Hillel obviously remains to be entirely convinced. But he has missed the key point. It is because the working class must take political power - not just defend their conditions at work or the welfare state - that the workers' movement must take up all the key political issues of the day. The working class should be doing nothing less than setting society's political agenda. This is the way for the working class both to train itself as a future political ruling class, and to expose and widen the cracks in the edifice of bourgeois rule.

I think this debate masks a key difference in strategic thinking. Many in the Trotskyist tradition expect revolutionary opportunities to arise from future economic crises of capitalism. Indeed, Trotsky's Transitional programme was written in the expectation that capitalism would not recover from the slump of the 1930s (hence its title The death agony of capitalism"¦). The response of many revolutionary traditions to the neoliberal offensive by the world's leading capitalist classes over the last 30 years has been to argue that international capitalism can no longer 'afford' the reforms conceded in the post-war period. It, therefore, makes some kind of sense to prioritise the day-to-day economic struggles of the working class in the expectation that any advances will force capitalism closer to the brink of economic collapse. This is the theoretical justification for present-day economism.

Capitalism does go through periodic economic crises. At these times the capitalist class does attempt to force down working class conditions. However, these crises do not last forever. What is more, capitalism at an international level has shown a remarkable capacity to absorb the demands of strong working class movements. What has been demonstrated in the last few decades is that the capitalist class is equally adept (when the opportunities arises) of shifting the balance of class forces in favour of capital.

Economically the important features of the period have been a reconfiguration of the global capitalist economy and a restructuring of the global working class. Despite a massive growth in the absolute numbers of the working class (and an increase in the working class as a proportion of the world's population), workers' organisations have been much less sharp on their toes in responding to these changes.

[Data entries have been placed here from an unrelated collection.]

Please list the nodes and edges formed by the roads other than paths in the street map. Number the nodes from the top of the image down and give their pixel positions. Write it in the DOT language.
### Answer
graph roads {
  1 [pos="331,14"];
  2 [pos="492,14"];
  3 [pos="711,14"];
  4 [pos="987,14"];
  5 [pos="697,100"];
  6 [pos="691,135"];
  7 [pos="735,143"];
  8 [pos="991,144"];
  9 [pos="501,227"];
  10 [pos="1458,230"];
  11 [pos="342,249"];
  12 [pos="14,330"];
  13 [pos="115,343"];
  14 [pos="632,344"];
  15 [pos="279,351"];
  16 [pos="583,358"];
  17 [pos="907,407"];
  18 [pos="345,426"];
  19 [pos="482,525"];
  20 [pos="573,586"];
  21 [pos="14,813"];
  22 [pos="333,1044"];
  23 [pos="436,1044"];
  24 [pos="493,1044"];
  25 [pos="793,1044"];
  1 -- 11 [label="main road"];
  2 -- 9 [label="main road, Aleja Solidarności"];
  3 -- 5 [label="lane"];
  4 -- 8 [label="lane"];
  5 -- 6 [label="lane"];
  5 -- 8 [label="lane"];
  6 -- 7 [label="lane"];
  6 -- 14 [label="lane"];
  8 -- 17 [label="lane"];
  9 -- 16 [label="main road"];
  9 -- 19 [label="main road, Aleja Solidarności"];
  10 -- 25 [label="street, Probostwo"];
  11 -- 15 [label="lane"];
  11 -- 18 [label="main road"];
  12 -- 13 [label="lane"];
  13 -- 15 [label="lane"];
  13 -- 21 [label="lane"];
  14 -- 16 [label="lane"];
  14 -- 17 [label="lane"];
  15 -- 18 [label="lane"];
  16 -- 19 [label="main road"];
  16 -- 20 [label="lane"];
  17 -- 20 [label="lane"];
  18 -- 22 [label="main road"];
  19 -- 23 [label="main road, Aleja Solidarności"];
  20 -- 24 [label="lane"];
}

This stems in part from a failure of working class political leadership.

It is necessary for Marxists to participate in the struggles of the working class in workplaces and communities, and to play a key role in building a strong and dynamic workers' movement. We can agree that without this we cannot develop a credible strategy that looks towards socialism. A self-confident working class is a prerequisite for any kind of revolutionary perspective. But what is important to understand is that the working class can contemplate moving to create a new society only when it is convinced of the legitimacy of its right to rule politically - to become the political ruling class. That is why the CPGB argues that the minimum programme must encompass the whole gamut of democratic demands.

But there is another equally important point to be made about the minimum programme that is not specifically stated in the CPGB's current Draft programme and that to date has not been developed in Jack Conrad's series on programme either. The immediate demands not only inform our campaigning priorities in the present-day class and political struggle; they not only seek to counterpose the logic of the working class to that of capital: they also serve as our immediate programme of government when we take power.

Seen in this light, the minimum programme can in no way be characterised as a set of -semi-cynical demands that seek to make life as difficult as possible for the present rulers of society, but do not hold to account the party that makes them. Consequently, we need to be consistent about the political principles we articulate throughout our programme.

Soviets and parliaments

Any transformation of society led by the working class will inevitably throw up a wide variety of new organisational forms. There will be factory committees, workers' councils, street committees, committees for the users of public services, committees to organise the distribution of goods, monitor their prices and so on. The history of the 20th century provides a huge number of examples from every continent of the political and organisational creativity of the working class when released from the oppressive constraints of capitalist society.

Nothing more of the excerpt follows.